Will Ocean's Ice Crystals Yield Energy?


Small particles trapped in the ocean's continental shelf may hold a key to redrawing the world's energy map.

Drilling some 250 miles off the Carolinas, scientists have directly measured these particles, known as methane hydrates, for the first time. They estimate that the region may hold enough methane - 35 billion tons - to meet natural-gas demand in the United States for the next century.

Worldwide, researchers add, similar deposits could lock up at least twice as much carbon as all the known land-based deposits of coal, oil, and gas combined.

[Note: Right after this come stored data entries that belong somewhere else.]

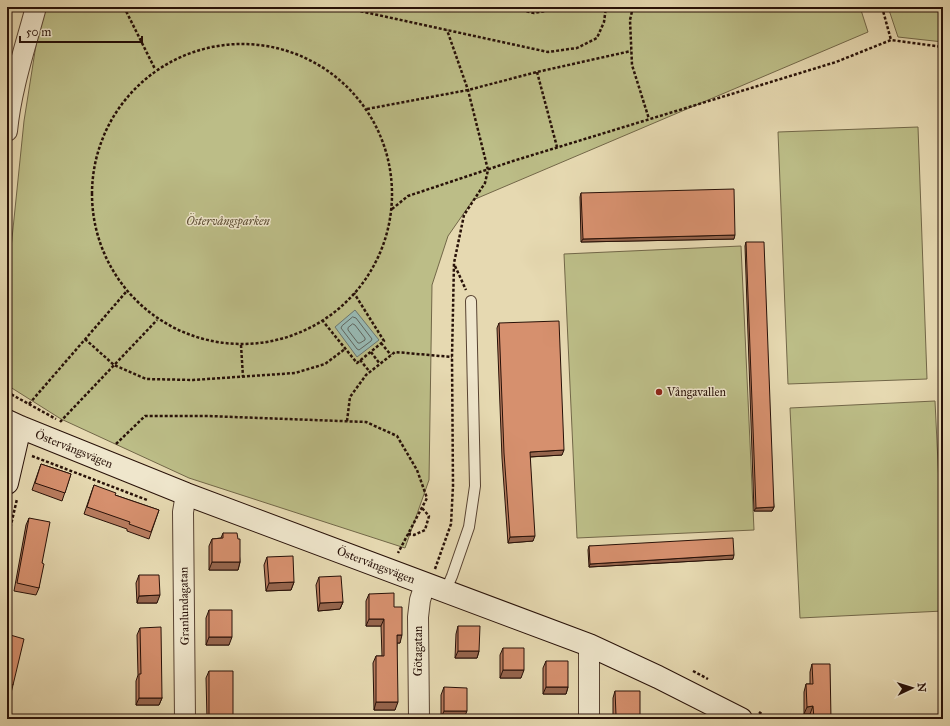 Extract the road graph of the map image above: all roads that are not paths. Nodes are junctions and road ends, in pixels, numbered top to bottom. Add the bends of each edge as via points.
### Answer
1 (36, 7) edge
2 (7, 131) edge
3 (471, 301) road end
4 (14, 424) edge
5 (7, 483) edge
6 (186, 494) junction
7 (435, 582) junction
8 (589, 645) junction
9 (185, 719) edge
10 (418, 719) edge
11 (589, 719) edge
12 (741, 719) edge

1 - 2 street via 8,113
3 - 7 lane via 475,486 469,527 452,576
4 - 5 street
4 - 6 street, Östervångsvägen
6 - 7 street, Östervångsvägen
6 - 9 street, Granlundagatan via 183,512
7 - 8 street, Östervångsvägen
7 - 10 street, Götagatan via 420,600
8 - 11 street
8 - 12 street, Östervångsvägen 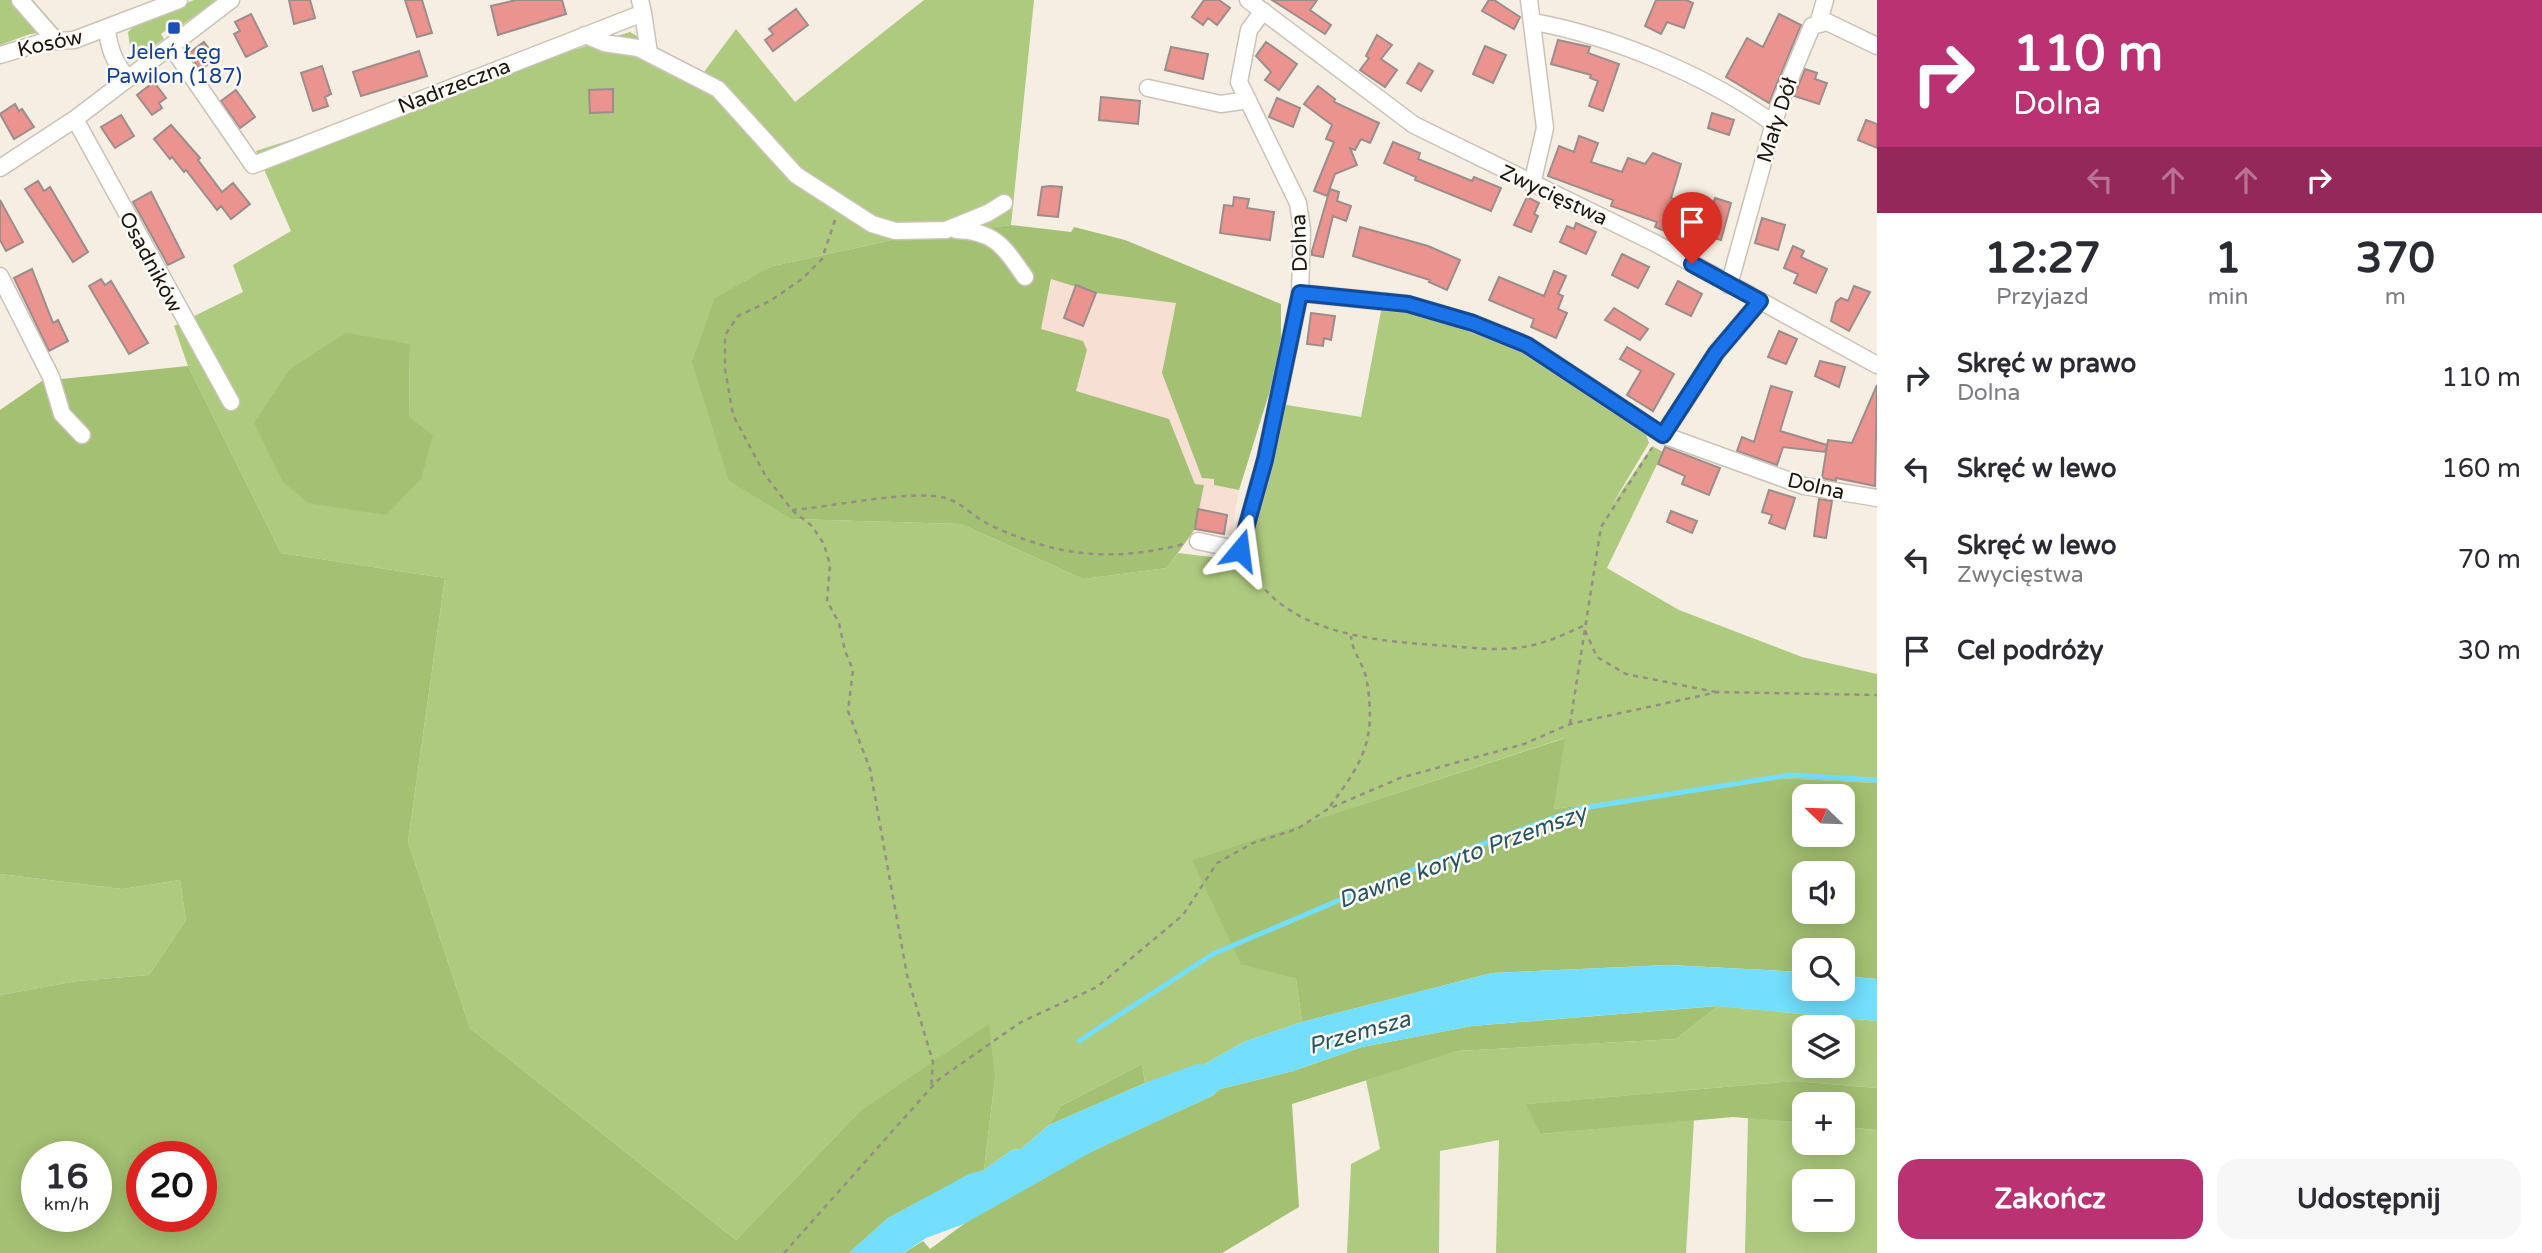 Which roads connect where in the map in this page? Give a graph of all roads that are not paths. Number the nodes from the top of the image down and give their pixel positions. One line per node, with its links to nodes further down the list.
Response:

Energy experts say that its not yet clear if these methane hydrates lend themselves to commercial development. They point to a number of significant engineering hurdles that would need to be overcome.

Even so, the prospect is generating a small flurry of international activity, particularly among countries that have few energy resources. While the US explores its site off the Carolinas, Japan is making plans to drill

for offshore hydrates in 1999. South Korea and India reportedly are eyeing their hydrate stores.

Global estimates of offshore deposits are dicey, notes Charles Paull, professor of geology at the University of North Carolina in Chapel Hill and coleader of the drilling expedition, which an international collaboration.

"You're sampling an incredibly small part of the earth's surface and then inferring a total amount," he says. "The real issue is: Are these reservoirs really big?"

Based on the latest research, reported in the current issue of the journal Nature, "The answer, resoundingly, is yes," he says.

Although scientists have made hydrates in the lab for decades, they were unknown in the environment until 1970. Researchers taking core samples from the seafloor were surprised to find that back in the lab, some of their samples fizzed and popped on the tabletop as the icy hydrates warmed and became methane gas.

They had taken their samples from the continental margins, where the plateau-like continental shelf tumbles to the deep-sea floor in a series of ridges and canyons. Organic material from the biologically rich margin settles to the seabed, where it mixes with the sediment. Bacteria feed on the organic material, giving off methane as waste.

At depths of nearly two miles, the temperature and pressure are sufficient to bind the methane with water as tiny crystals between grains of sediment.

Because hydrate deposits give off a unique echo in response to sonar or to seismic waves generated by underwater explosions, the deposits began to appear frequently as marine scientists used these techniques to study the sea-floor's dramatic contours. "They polka-dot the continental margins of the world in a continuous fashion," Dr. Paull says. Two months ago, a methane hydrate deposit was identified off the coast of Costa Rica, he notes.

By 1980, some researchers calculated the continental margins held 1,000 to 10,000 billion tons. "That sparked the interest," Paull recalls. "If deposits were anywhere near this size, they had to be important."

As more hydrate deposits were mapped, estimates of how much methane they held wandered all over the waterfront. Gerald Dickens, a marine geologist at the University of Michigan in Ann Arbor and the lead author of the article in Nature detailing the latest results, explains that drilling is the only way to establish how extensive a field is. Using a special coring device, he and his colleagues were able to retrieve and measure methane amounts.

Scientists are also keenly interested in the role these hydrates may play in stabilizing the seabed. Hydrates can be released naturally if the water temperature at their depth warms, or if the water pressure eases. Researchers suspect that when this happens, methane is unlocked from its icy form and escapes into the ocean, touching off underwater landslides, slumps, or sometimes even more catastrophic events.

William Dillon, a marine geologist at the US Geological Survey field office in Woods Hole, Mass., points to a 726 square-kilometer area of the Blake Ridge that "looks like it blew out some 10,000 to 15,000 years ago."

Pinning down these events would help determine whether the methane hydrates can safely be recovered, he says. If extracting hydrates destabilizes the seabed, the resulting slumps or landslides could damage drilling equipment and lead to large-scale, uncontrolled releases of methane into the ocean and perhaps the atmosphere.

They also could yield clues about the role the oceans' methane may have played in past climate change. Methane is 10 times more potent as a greenhouse gas than carbon dioxide.

The ocean is estimated to hold up to 3,000 times more methane than the atmosphere. Some researchers, including Dr. Dickens, think they see methane's signals in segments of core samples whose ages coincide with past sudden, rapid increases in temperatures worldwide.